== HOW TO COMPLETE THIS TASK ==
Word for word, return the lines below from the first through the line that has "flex:none; width:55px; height:55px;", dropping the pictures.

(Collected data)
<<<<

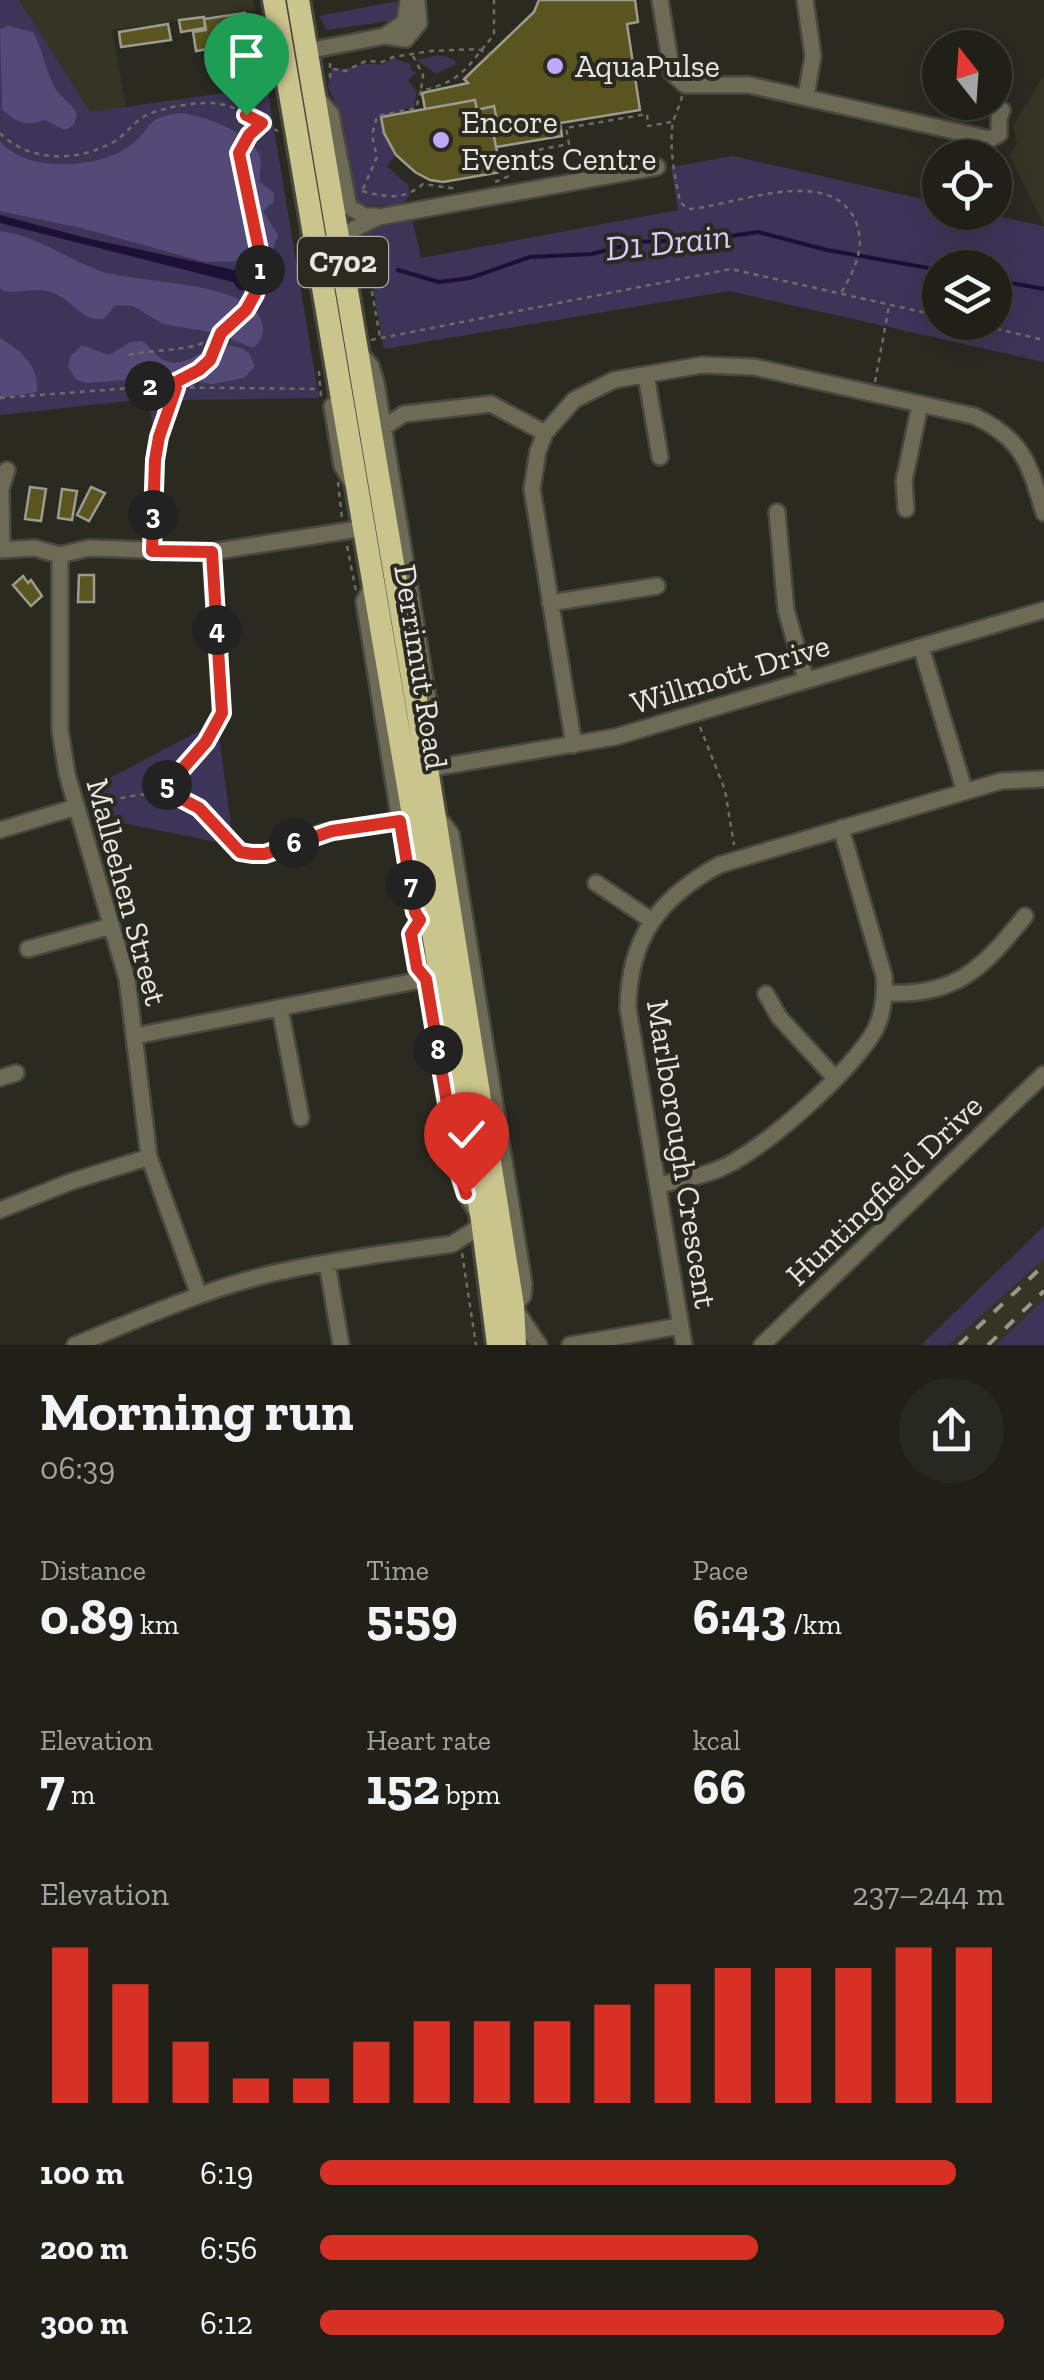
<!DOCTYPE html>
<html lang="en">
<head>
<meta charset="utf-8">
<style>
  body { margin:0; font-family:"Zilla Slab",serif; background:#282822; color:#f1f3f6; height:100vh; display:flex; flex-direction:column; font-size:38px; white-space:nowrap }
  * { box-sizing:border-box; margin:0 }
  p { font-size:32px; color:#a2a3a2 }
  .icon { flex:none; width:55px; height:55px; fill:none; stroke:currentColor; stroke-width:2; stroke-linecap:round; stroke-linejoin:round }
  .map { position:relative; height:1345px; overflow:hidden }
  .panel { display:flex; flex-direction:column; background:#202019; flex:1 }
  .panel>* { flex:none }
  .needle { width:65px; rotate:343deg }
  .tools { position:absolute; left:922px; top:30px; display:grid; gap:20px }
  .tools a { display:grid; place-items:center; width:90px; height:90px; border-radius:50%; background:#202019; box-shadow:0 10px 40px #0002,0 0 0 2px #3d3e38; font-size:50px }
  .pin { position:absolute; display:grid; place-items:center; width:85px; height:85px; color:#fff; margin:-102px -42px; border-radius:50% 50% 50% 0; rotate:-45deg; box-shadow:0 0 10px #0007 }
  .pin .icon { rotate:45deg }
  .km { position:absolute; width:50px; height:50px; margin:-25px; border-radius:50%; background:#222; color:#fff; font-size:28px; line-height:50px; text-align:center }
  .round { display:grid; place-items:center; flex:none; width:105px; height:105px; border-radius:52px; background:#282822 }
  .overview { display:flex; align-items:center; justify-content:space-between; height:170px; padding:0 40px }
  h1 { font-size:55px; font-weight:700; line-height:75px }
  .metrics { display:grid; grid-template-columns:repeat(3,1fr); gap:15px; height:170px; padding:10px 40px }
  .metrics div { display:grid; align-content:center }
  .metrics b { font-size:50px; font-weight:700 }
  .metrics small { font-size:28px; font-weight:400 }
  .metrics p { font-size:28px }
  .chart { height:280px; padding:20px 40px }
  .chart p { display:flex; justify-content:space-between }
  .chart svg { width:100%; height:180px; margin-top:10px; stroke:#d93025; stroke-width:6 }
  ul { padding:0 40px; list-style:none; font-size:32px }
  li { display:grid; grid-template-columns:160px 120px 1fr; align-items:center; height:75px }
  li i { height:25px; border-radius:12px; background:#d93025 }
  .map>svg:first-child { display:block }
  .built { fill:#363425 }
  .green { fill:#3d3458; fill-rule:evenodd }
  .forest { fill:#554a77 }
  .water { fill:#1d1037 }
  .lines { fill:none; stroke-linecap:round; stroke-linejoin:round }
  .stream { stroke:#1d1037; stroke-width:4 }
  .building { fill:#5a541f; stroke:#9c9b90; stroke-width:2.5 }
  .minor-casing { stroke:#49483f; stroke-width:20 }
  .highway-casing { stroke:#49483f; stroke-width:28 }
  .path { stroke:#6e6d65; stroke-width:2.5; stroke-dasharray:5 5; stroke-linecap:butt }
  .minor { stroke:#6d6a55; stroke-width:15 }
  .highway { stroke:#cac48d; stroke-width:22 }
  .rail { stroke:#98978f; stroke-width:4; stroke-dasharray:12 12; stroke-linecap:butt }
  .route-casing { stroke:#fff; stroke-width:20 }
  .route { stroke:#d93025; stroke-width:12 }
  .poi-dot { fill:#bcaaf6; stroke:#2b2a21; stroke-width:4 }
  .labels { text-anchor:middle; dominant-baseline:central; stroke-width:8; stroke-linejoin:round; paint-order:stroke }
  .shield { fill:#2b2a21; stroke:#aeada6; stroke-width:2.5 }
  .shield-label { font-size:30px; font-weight:bold; fill:#e6e5df }
  .poi-label { font-size:32px; fill:#e6e5df; stroke:#2b2a21; text-anchor:start }
  .street-label { font-size:32px; fill:#e6e5df; stroke:#2b2a21 }
  .water-label { font-size:35px; font-style:italic; fill:#d5ccf9; stroke:#2b2a21 }
</style>
</head>
<body>
<div class="map">
<svg width="1044" height="1345" viewBox="0 0 1044 1345">
  <rect width="100%" height="100%" fill="#2b2a21"/>
  <!-- built -->
  <path class="built" d="M 19,0 L 253,0 L 255,10 L 112,30 L 126,107 L 90,113 Z
    M 1044,74 L 1044,226 L 1010,156 L 1017,143 L 1013,126 Z
    M 1044,1259 L 1044,1299 L 996,1345 L 950,1345 Z"/>
  <!-- green -->
  <path class="green" d="M 0,0 L 19,0 L 90,112 L 267,87 L 319,398 L 180,400 L 164,438 L 155,436 L 148,399 L 0,415 Z
    M 403,0 L 403,8 L 395,20 L 327,30 L 319,16 Z
    M 438,55 L 454,59 L 456,64 L 436,74 L 417,60 Z
    M 393,58 L 410,64 L 412,71 L 417,72 L 408,81 L 417,91 L 414,106 L 381,118 L 384,133 L 396,155 L 387,166 L 408,185 L 410,195 L 402,206 L 356,205 L 353,192 L 337,107 L 328,87 L 331,69 C 353,71 360,60 382,65 Z
    M 733,156 L 940,203 L 940,212 L 982,213 L 1044,226 L 1044,362 L 729,291 L 384,349 L 363,232 L 412,218 L 421,258 L 678,210 L 671,167 ZM 940,268 L 995,268 L 995,322 L 940,322 Z
    M 205,728 L 219,735 L 232,833 L 221,843 L 93,817 L 85,791 Z
    M 1044,1226 L 1044,1259 L 949,1345 L 921,1345 Z
    M 1044,1299 L 1044,1345 L 996,1345 Z"/>
  <!-- forest -->
  <path class="forest" d="M 8,26 L 33,32 C 43,49 45,70 55,88 C 61,98 72,103 77,114 L 74,125 L 65,130 L 44,120 C 26,127 15,122 2,109 L 0,29 Z
    M 181,113 C 204,116 252,132 260,157 C 262,165 259,174 260,182 L 274,193 L 274,202 L 263,211 L 278,235 L 270,257 L 262,261 L 205,262 L 85,229 L 0,211 L 0,141 C 27,174 99,169 131,145 C 154,127 144,117 181,113 Z
    M 0,231 C 40,236 69,262 107,273 C 143,283 250,282 262,322 C 265,333 262,341 253,348 L 216,333 L 163,324 L 133,306 L 115,305 L 104,319 C 82,322 73,301 54,293 C 38,286 21,294 4,291 L 0,288 Z
    M 0,338 C 20,349 40,367 37,392 L 0,398 Z
    M 142,341 C 151,347 156,357 166,361 C 195,371 212,328 249,353 L 255,366 L 244,378 L 213,384 L 164,377 L 87,383 L 77,380 L 68,367 L 70,357 L 82,345 L 109,355 L 130,342 Z"/>
  <!-- water -->
  <path class="water" d="M 0,215 L 86,238 L 248,273 L 253,284 L 246,290 L 239,290 L 233,282 L 0,223 Z"/>
  <g class="lines">
    <!-- stream -->
    <path class="stream" d="M 398,270 L 439,282 L 470,278 L 530,257 L 592,254 L 638,242 L 710,239 L 758,232 L 827,250 L 940,270
      M 995,280 L 1044,289"/>
  </g>
  <!-- building -->
  <path class="building" d="M 539,0 L 635,0 L 638,22 L 627,24 L 640,110 L 560,123 L 562,136 L 496,147 L 492,127 L 498,126 L 494,106 L 477,110 L 475,100 L 425,109 L 422,93 L 468,83 L 464,79 L 534,12 Z
    M 245,13 L 253,78 L 224,82 L 219,47 L 196,51 L 193,32 L 206,30 L 204,19 Z
    M 204,17 L 205,28 L 181,32 L 179,20 Z
    M 168,24 L 171,40 L 121,47 L 119,32 Z
    M 475,100 L 477,110 L 494,106 L 498,126 L 492,127 L 501,172 L 443,182 L 430,180 L 415,172 L 396,155 L 384,133 L 381,117 Z
    M 30,487 L 46,489 L 41,521 L 25,519 Z
    M 91,487 L 105,493 L 89,521 L 77,515 Z
    M 62,489 L 77,491 L 72,520 L 58,518 Z
    M 79,575 L 94,575 L 94,602 L 78,602 Z
    M 23,576 L 28,583 L 31,580 L 42,596 L 31,606 L 13,585 Z"/>
  <g class="lines">
    <defs>
      <path id="minor" d="M 660,0 L 672,73 L 685,85 L 749,85 L 990,139 L 999,134 L 999,118 L 1002,110
        M 805,0 L 813,56 L 806,96
        M 385,36 L 405,22 L 408,0
        M 307,51 L 385,36 L 406,39 L 419,23 L 417,0
        M 317,97 L 331,114 L 349,207 L 365,216 L 376,216
        M 341,248 L 350,231 L 379,217 L 657,167
        M 360,353 L 371,366 L 376,383 L 428,699 L 428,704 L 418,712
        M 646,375 L 660,457
        M 332,406 L 342,466 L 353,484
        M 384,427 L 404,414 L 491,404 L 545,433
        M 906,509 L 904,481 L 920,405
        M 777,512 L 786,610 L 806,680
        M 0,550 L 34,548 L 60,555 L 89,548 L 211,552 L 365,528
        M 2,550 L 1,489 L 7,470
        M 152,551 L 155,459
        M 211,552 L 222,713
        M 60,555 L 60,730 L 67,774 L 127,979 L 149,1157 L 199,1295
        M 374,584 L 364,601 L 415,912 L 428,933
        M 550,603 L 657,586
        M 921,647 L 965,792
        M 574,745 L 532,489 L 538,451 L 545,433 L 574,400 L 614,380 L 702,365 L 754,367 L 974,416 C 1023,439 1029,463 1044,513
        M 427,769 L 615,737 L 1044,610
        M 436,820 L 442,822 L 451,834 L 524,1284 L 523,1296 L 513,1306 L 539,1345
        M 0,830 L 76,807
        M 240,852 L 265,854 L 322,833 L 400,821
        M 596,883 L 651,920
        M 28,949 L 111,926
        M 885,993 C 956,997 983,968 1025,916
        M 766,994 L 779,1017 L 834,1077
        M 280,1008 L 301,1118
        M 135,1036 L 426,979
        M 0,1078 L 16,1073
        M 658,1185 C 679,1181 699,1177 719,1169 C 762,1152 853,1070 875,1030 C 884,1013 885,994 884,976 L 841,828
        M 0,1210 L 70,1182 L 149,1157
        M 327,1263 L 341,1345
        M 75,1345 C 139,1319 203,1290 270,1274 C 330,1260 392,1253 452,1244 L 473,1231 L 482,1220 L 466,1195 L 457,1168 L 425,972 L 427,963 L 436,953
        M 570,1345 L 680,1326
        M 684,1345 L 628,1008 C 629,938 659,898 719,865 L 1001,781 L 1044,779
        M 762,1345 L 1044,1074"/>
      <path id="highway" d="M 274,0 L 482,1220 L 498,1345
        M 298,0 L 418,712 L 513,1306 L 515,1345"/>
    </defs>
    <!-- minor casing -->
    <use href="#minor" class="minor-casing"/>
    <!-- highway casing -->
    <use href="#highway" class="highway-casing"/>
    <!-- path -->
    <path class="path" d="M 413,56 L 423,75 L 421,90
      M 333,69 L 345,71 L 366,61 L 382,62 L 393,57 L 431,51 L 478,49 L 490,54
      M 330,78 L 330,61
      M 682,96 C 680,107 673,117 672,128 C 670,153 675,178 680,202 L 688,209 C 731,207 829,163 855,220 C 867,246 854,271 841,293
      M 0,133 C 29,163 81,162 115,141 C 126,134 134,122 145,116 C 163,107 194,102 214,103 C 236,105 258,121 278,131
      M 495,182 L 509,176 L 505,156 L 569,144 L 566,128 L 647,114 L 648,126 L 671,122
      M 363,189 L 377,157 L 372,135 L 377,116 L 416,108 L 421,91 C 465,80 466,67 494,35 L 494,0
      M 362,191 C 386,197 403,201 423,184 L 458,189
      M 363,242 L 380,337
      M 967,322 L 1044,340
      M 371,340 L 731,269 L 940,316
      M 129,355 C 156,348 187,353 211,339 C 282,301 255,245 244,184 C 243,175 238,162 239,153 C 241,142 254,130 261,123
      M 319,371 L 321,398
      M 875,382 L 889,306
      M 153,386 C 184,380 214,368 221,334
      M 0,398 L 145,387 L 318,389
      M 158,444 L 176,390
      M 338,482 L 342,518
      M 347,546 L 356,591
      M 700,727 L 725,790 L 734,845
      M 159,790 C 182,775 202,750 215,725
      M 91,804 C 163,790 182,780 233,843
      M 411,935 L 415,956
      M 462,1253 L 476,1345"/>
    <!-- minor -->
    <use href="#minor" class="minor"/>
    <!-- highway -->
    <use href="#highway" class="highway"/>
    <!-- rail -->
    <path class="rail" d="M 959,1345 L 1044,1265
      M 988,1345 L 1044,1291"/>
  </g>
  <g class="lines">
    <defs>
      <path id="route" d="M 246,115 L 262,123 L 249,135 L 239,153 L 259,250 L 260,275 L 255,294 L 246,310 L 221,333 L 210,360 L 199,370 L 176,382 L 142,388 L 176,388 L 159,437 L 155,460 L 152,551 L 212,552 L 222,713 L 206,742 L 170,783 L 158,791 L 176,796 L 199,808 L 240,852 L 252,854 L 265,854 L 332,831 L 400,821 L 415,912 L 420,920 L 411,934 L 417,968 L 426,979 L 458,1168 L 466,1194"/>
    </defs>
    <!-- route casing -->
    <use href="#route" class="route-casing"/>
    <!-- route -->
    <use href="#route" class="route"/>
  </g>
  <!-- markers -->
  <g class="poi-dot">
    <circle cx="555" cy="66" r="10"/>
    <circle cx="441" cy="140" r="10"/>
  </g>
  <g class="labels">
    <!-- shield labels -->
    <rect class="shield" x="298" y="237" width="90" height="50" rx="8"/>
    <g class="shield-label">
      <text x="343" y="262">C702</text>
    </g>
    <!-- poi labels -->
    <g class="poi-label">
      <text x="575" y="66">AquaPulse</text>
      <text x="461" y="122">Encore<tspan x="461" dy="37">Events Centre</tspan></text>
    </g>
    <!-- street labels -->
    <g class="street-label">
      <text transform="translate(421 667) rotate(81)">Derrimut Road</text>
      <text transform="translate(730 674) rotate(-17)">Willmott Drive</text>
      <text transform="translate(127 892) rotate(75)">Malleehen Street</text>
      <text transform="translate(682 1154) rotate(81)">Marlborough Crescent</text>
      <text transform="translate(884 1190) rotate(-44)">Huntingfield Drive</text>
    </g>
    <!-- water labels -->
    <g class="water-label">
      <text transform="translate(668 242) rotate(-6)">D1 Drain</text>
    </g>
  </g>
</svg>
<div class="tools">
<a><svg class="needle" viewBox="-14 -14 28 28"><path d="M0-13l5 13h-10z" fill="#e53935"/><path d="M0 13l5-13h-10z" fill="#a2a3a2"/></svg></a>
<a><svg class="icon" aria-label="locate" viewBox="0 0 24 24"><circle cx="12" cy="12" r="6"/><path d="M12 2v4M12 18v4M2 12h4M18 12h4"/></svg></a>
<a><svg class="icon" aria-label="layers" viewBox="0 0 24 24"><path d="M12 4l9 5-9 5-9-5zM3 14l9 5 9-5"/></svg></a>
</div>
<div class="pin" style="left:246px;top:115px;background:#1e9e55"><svg class="icon" aria-label="arrive" viewBox="0 0 24 24"><path d="M6 21V4h12l-3 4 3 4H6"/></svg></div>
<div class="pin" style="left:466px;top:1194px;background:#d93025"><svg class="icon" aria-label="check" viewBox="0 0 24 24"><path d="M5 12l5 5 9-10"/></svg></div>
<b class="km" style="left:260px;top:270px">1</b>
<b class="km" style="left:150px;top:386px">2</b>
<b class="km" style="left:153px;top:515px">3</b>
<b class="km" style="left:217px;top:630px">4</b>
<b class="km" style="left:167px;top:785px">5</b>
<b class="km" style="left:294px;top:843px">6</b>
<b class="km" style="left:411px;top:885px">7</b>
<b class="km" style="left:438px;top:1050px">8</b>
</div>
<section class="panel">
<div class="overview"><div><h1>Morning run</h1><p>06:39</p></div><a class="round"><svg class="icon" aria-label="share" viewBox="0 0 24 24"><path d="M12 15V3M7 8l5-5 5 5M5 13v7h14v-7"/></svg></a></div>
<div class="metrics">
<div><p>Distance</p><b>0.89<small> km</small></b></div>
<div><p>Time</p><b>5:59</b></div>
<div><p>Pace</p><b>6:43<small> /km</small></b></div>
</div>
<div class="metrics">
<div><p>Elevation</p><b>7<small> m</small></b></div>
<div><p>Heart rate</p><b>152<small> bpm</small></b></div>
<div><p>kcal</p><b>66</b></div>
</div>
<div class="chart"><p><span>Elevation</span>237–244 m</p>
<svg viewBox="0 0 160 44" preserveAspectRatio="none"><path d="M5 44V6M15 44V15M25 44V29M35 44V38M45 44V38M55 44V29M65 44V24M75 44V24M85 44V24M95 44V20M105 44V15M115 44V11M125 44V11M135 44V11M145 44V6M155 44V6"/></svg>
</div>
<ul>
<li><b>100 m</b>6:19<i style="width:93%"></i></li>
<li><b>200 m</b>6:56<i style="width:64%"></i></li>
<li><b>300 m</b>6:12<i style="width:100%"></i></li>
</ul>
</section>
</body>
</html>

>>>>

== EXERCISE RESPONSE ==
<!DOCTYPE html>
<html lang="en">
<head>
<meta charset="utf-8">
<style>
  body { margin:0; font-family:"Zilla Slab",serif; background:#282822; color:#f1f3f6; height:100vh; display:flex; flex-direction:column; font-size:38px; white-space:nowrap }
  * { box-sizing:border-box; margin:0 }
  p { font-size:32px; color:#a2a3a2 }
  .icon { flex:none; width:55px; height:55px; fill:none; stroke:currentColor; stroke-width:2; stroke-linecap:round; stroke-linejoin:round }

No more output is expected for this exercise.